Stored data entries
——————
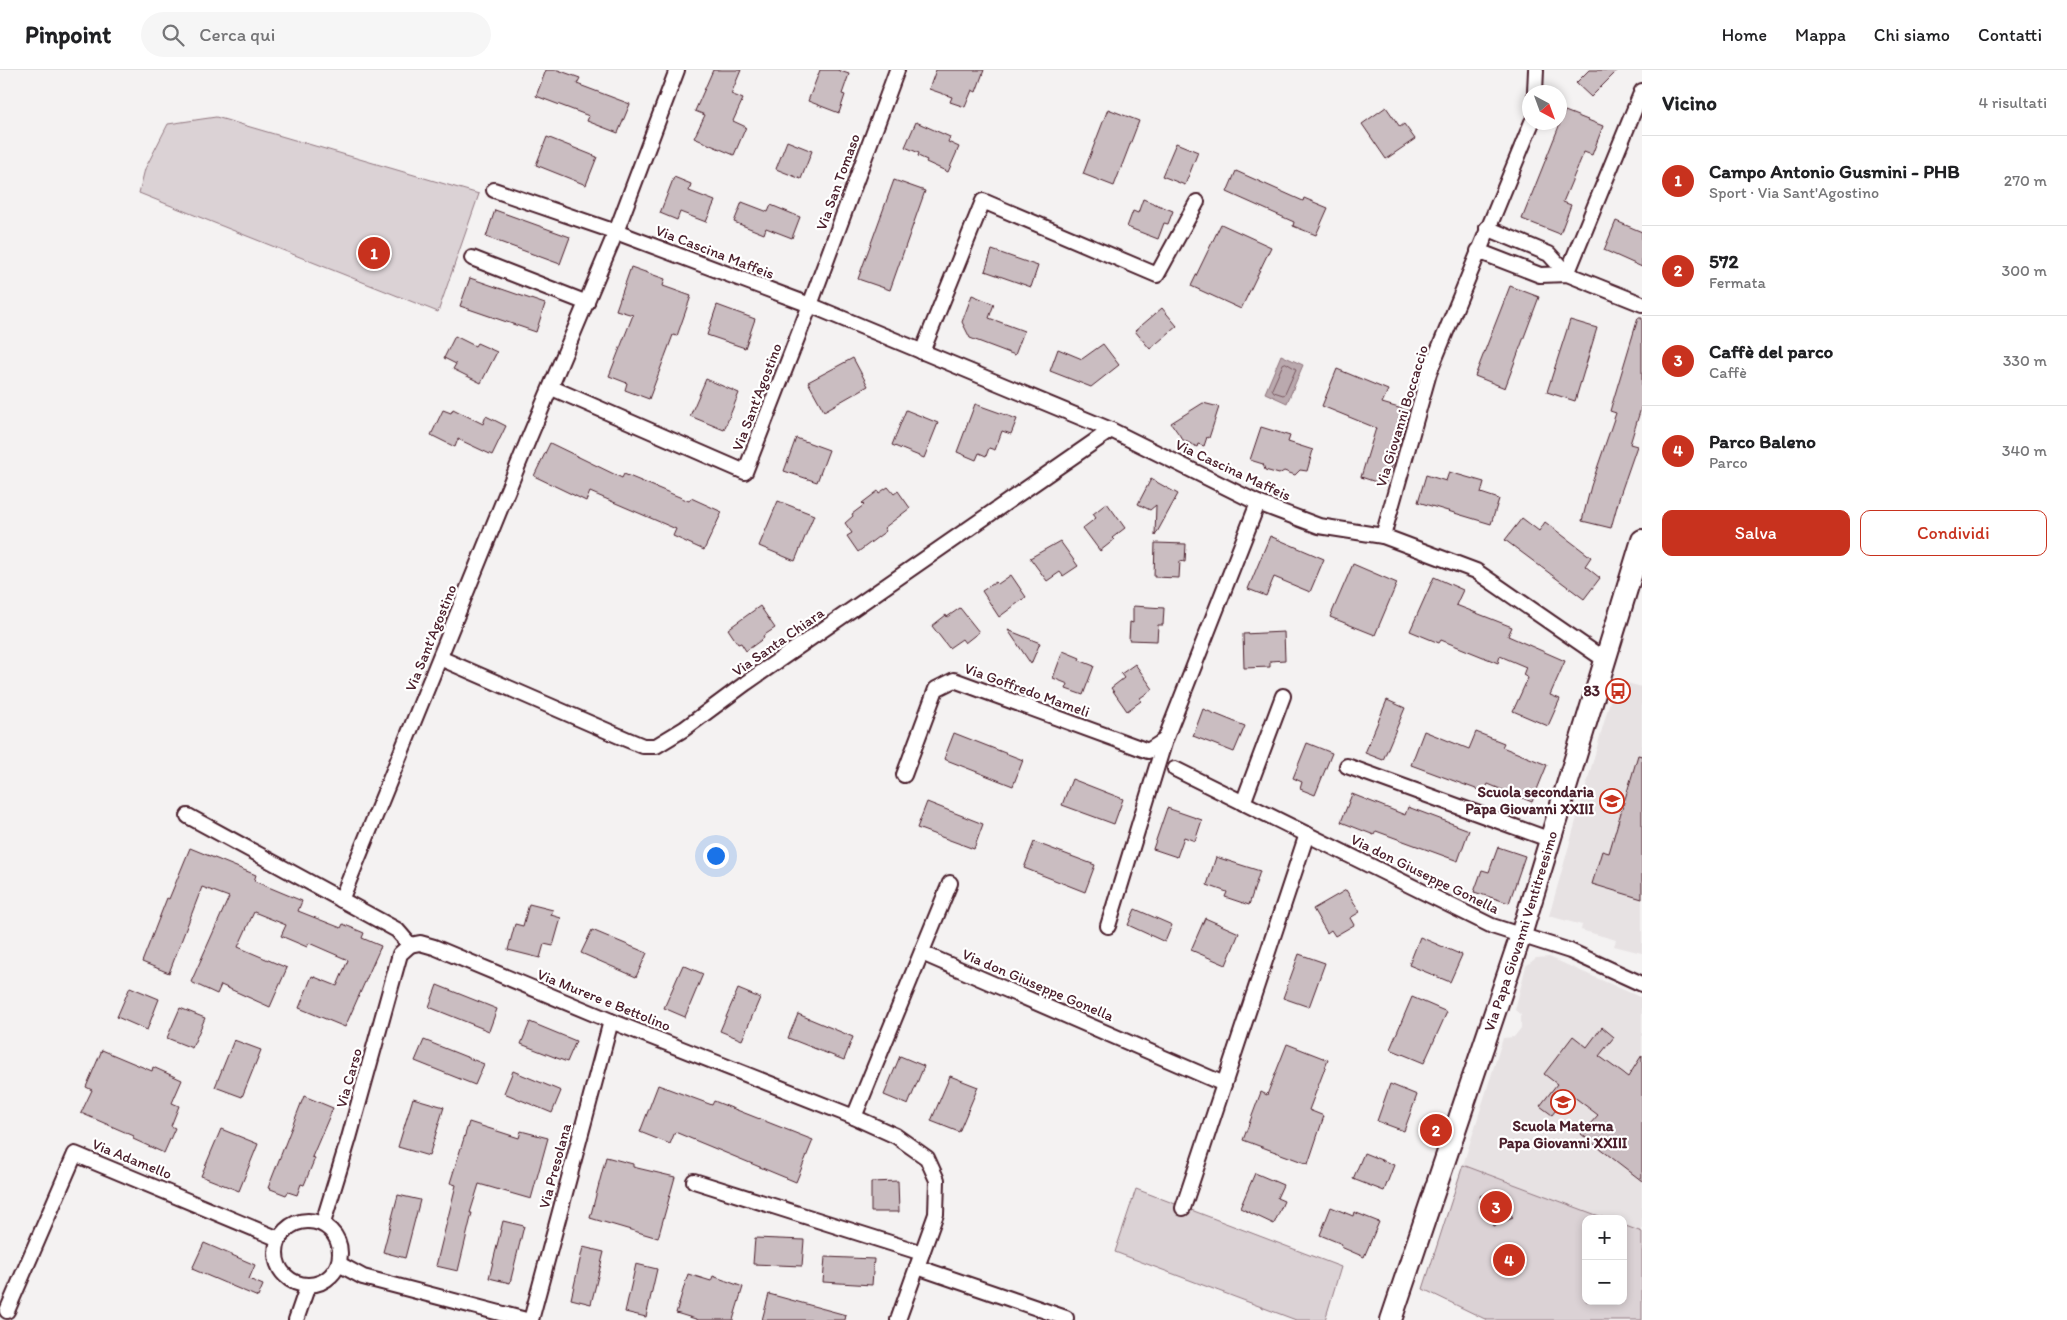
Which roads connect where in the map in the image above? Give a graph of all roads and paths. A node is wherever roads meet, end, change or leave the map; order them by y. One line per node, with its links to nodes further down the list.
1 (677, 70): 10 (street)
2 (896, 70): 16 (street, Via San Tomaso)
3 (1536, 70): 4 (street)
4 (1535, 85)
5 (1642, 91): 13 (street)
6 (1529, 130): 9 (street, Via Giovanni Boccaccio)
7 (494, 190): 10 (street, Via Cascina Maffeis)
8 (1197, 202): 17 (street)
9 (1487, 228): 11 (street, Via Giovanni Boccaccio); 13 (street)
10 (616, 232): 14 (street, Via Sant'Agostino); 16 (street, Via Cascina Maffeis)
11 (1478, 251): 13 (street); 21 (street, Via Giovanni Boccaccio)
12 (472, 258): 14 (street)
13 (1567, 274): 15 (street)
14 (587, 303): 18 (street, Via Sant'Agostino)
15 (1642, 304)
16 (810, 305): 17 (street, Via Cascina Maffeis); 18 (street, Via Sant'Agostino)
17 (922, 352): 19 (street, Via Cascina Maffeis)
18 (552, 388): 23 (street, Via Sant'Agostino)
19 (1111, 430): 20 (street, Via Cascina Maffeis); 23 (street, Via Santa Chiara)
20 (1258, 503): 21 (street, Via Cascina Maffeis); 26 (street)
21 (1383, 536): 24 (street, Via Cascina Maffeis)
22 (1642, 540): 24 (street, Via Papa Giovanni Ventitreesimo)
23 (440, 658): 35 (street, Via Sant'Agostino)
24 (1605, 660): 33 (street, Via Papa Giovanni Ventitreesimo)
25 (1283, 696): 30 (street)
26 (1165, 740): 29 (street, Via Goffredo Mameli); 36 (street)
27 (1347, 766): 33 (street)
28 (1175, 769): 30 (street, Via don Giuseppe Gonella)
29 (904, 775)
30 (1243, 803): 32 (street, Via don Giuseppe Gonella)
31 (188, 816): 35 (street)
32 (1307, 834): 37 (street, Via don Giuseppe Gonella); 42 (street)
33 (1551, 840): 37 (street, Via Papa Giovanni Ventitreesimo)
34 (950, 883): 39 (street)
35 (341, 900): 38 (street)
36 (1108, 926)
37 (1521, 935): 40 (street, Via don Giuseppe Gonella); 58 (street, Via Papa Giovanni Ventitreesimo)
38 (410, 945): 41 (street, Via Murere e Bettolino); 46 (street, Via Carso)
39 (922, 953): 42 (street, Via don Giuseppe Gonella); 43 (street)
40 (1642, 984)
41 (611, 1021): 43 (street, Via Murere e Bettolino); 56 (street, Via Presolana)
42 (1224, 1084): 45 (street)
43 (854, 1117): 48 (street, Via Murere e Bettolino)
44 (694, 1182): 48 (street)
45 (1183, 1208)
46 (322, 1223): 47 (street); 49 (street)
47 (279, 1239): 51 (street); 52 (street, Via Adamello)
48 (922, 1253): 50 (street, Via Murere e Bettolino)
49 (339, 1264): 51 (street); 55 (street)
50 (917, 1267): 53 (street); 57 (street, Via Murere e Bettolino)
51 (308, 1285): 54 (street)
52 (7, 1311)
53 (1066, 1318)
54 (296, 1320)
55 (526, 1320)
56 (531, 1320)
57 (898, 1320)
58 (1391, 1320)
——————
If pictures appear in the data, do not print them; repeat the rest exactly.

> [SOLUTION]:
Which roads connect where in the map in the image above? Give a graph of all roads and paths. A node is wherever roads meet, end, change or leave the map; order them by y. One line per node, with its links to nodes further down the list.
1 (677, 70): 10 (street)
2 (896, 70): 16 (street, Via San Tomaso)
3 (1536, 70): 4 (street)
4 (1535, 85)
5 (1642, 91): 13 (street)
6 (1529, 130): 9 (street, Via Giovanni Boccaccio)
7 (494, 190): 10 (street, Via Cascina Maffeis)
8 (1197, 202): 17 (street)
9 (1487, 228): 11 (street, Via Giovanni Boccaccio); 13 (street)
10 (616, 232): 14 (street, Via Sant'Agostino); 16 (street, Via Cascina Maffeis)
11 (1478, 251): 13 (street); 21 (street, Via Giovanni Boccaccio)
12 (472, 258): 14 (street)
13 (1567, 274): 15 (street)
14 (587, 303): 18 (street, Via Sant'Agostino)
15 (1642, 304)
16 (810, 305): 17 (street, Via Cascina Maffeis); 18 (street, Via Sant'Agostino)
17 (922, 352): 19 (street, Via Cascina Maffeis)
18 (552, 388): 23 (street, Via Sant'Agostino)
19 (1111, 430): 20 (street, Via Cascina Maffeis); 23 (street, Via Santa Chiara)
20 (1258, 503): 21 (street, Via Cascina Maffeis); 26 (street)
21 (1383, 536): 24 (street, Via Cascina Maffeis)
22 (1642, 540): 24 (street, Via Papa Giovanni Ventitreesimo)
23 (440, 658): 35 (street, Via Sant'Agostino)
24 (1605, 660): 33 (street, Via Papa Giovanni Ventitreesimo)
25 (1283, 696): 30 (street)
26 (1165, 740): 29 (street, Via Goffredo Mameli); 36 (street)
27 (1347, 766): 33 (street)
28 (1175, 769): 30 (street, Via don Giuseppe Gonella)
29 (904, 775)
30 (1243, 803): 32 (street, Via don Giuseppe Gonella)
31 (188, 816): 35 (street)
32 (1307, 834): 37 (street, Via don Giuseppe Gonella); 42 (street)
33 (1551, 840): 37 (street, Via Papa Giovanni Ventitreesimo)
34 (950, 883): 39 (street)
35 (341, 900): 38 (street)
36 (1108, 926)
37 (1521, 935): 40 (street, Via don Giuseppe Gonella); 58 (street, Via Papa Giovanni Ventitreesimo)
38 (410, 945): 41 (street, Via Murere e Bettolino); 46 (street, Via Carso)
39 (922, 953): 42 (street, Via don Giuseppe Gonella); 43 (street)
40 (1642, 984)
41 (611, 1021): 43 (street, Via Murere e Bettolino); 56 (street, Via Presolana)
42 (1224, 1084): 45 (street)
43 (854, 1117): 48 (street, Via Murere e Bettolino)
44 (694, 1182): 48 (street)
45 (1183, 1208)
46 (322, 1223): 47 (street); 49 (street)
47 (279, 1239): 51 (street); 52 (street, Via Adamello)
48 (922, 1253): 50 (street, Via Murere e Bettolino)
49 (339, 1264): 51 (street); 55 (street)
50 (917, 1267): 53 (street); 57 (street, Via Murere e Bettolino)
51 (308, 1285): 54 (street)
52 (7, 1311)
53 (1066, 1318)
54 (296, 1320)
55 (526, 1320)
56 (531, 1320)
57 (898, 1320)
58 (1391, 1320)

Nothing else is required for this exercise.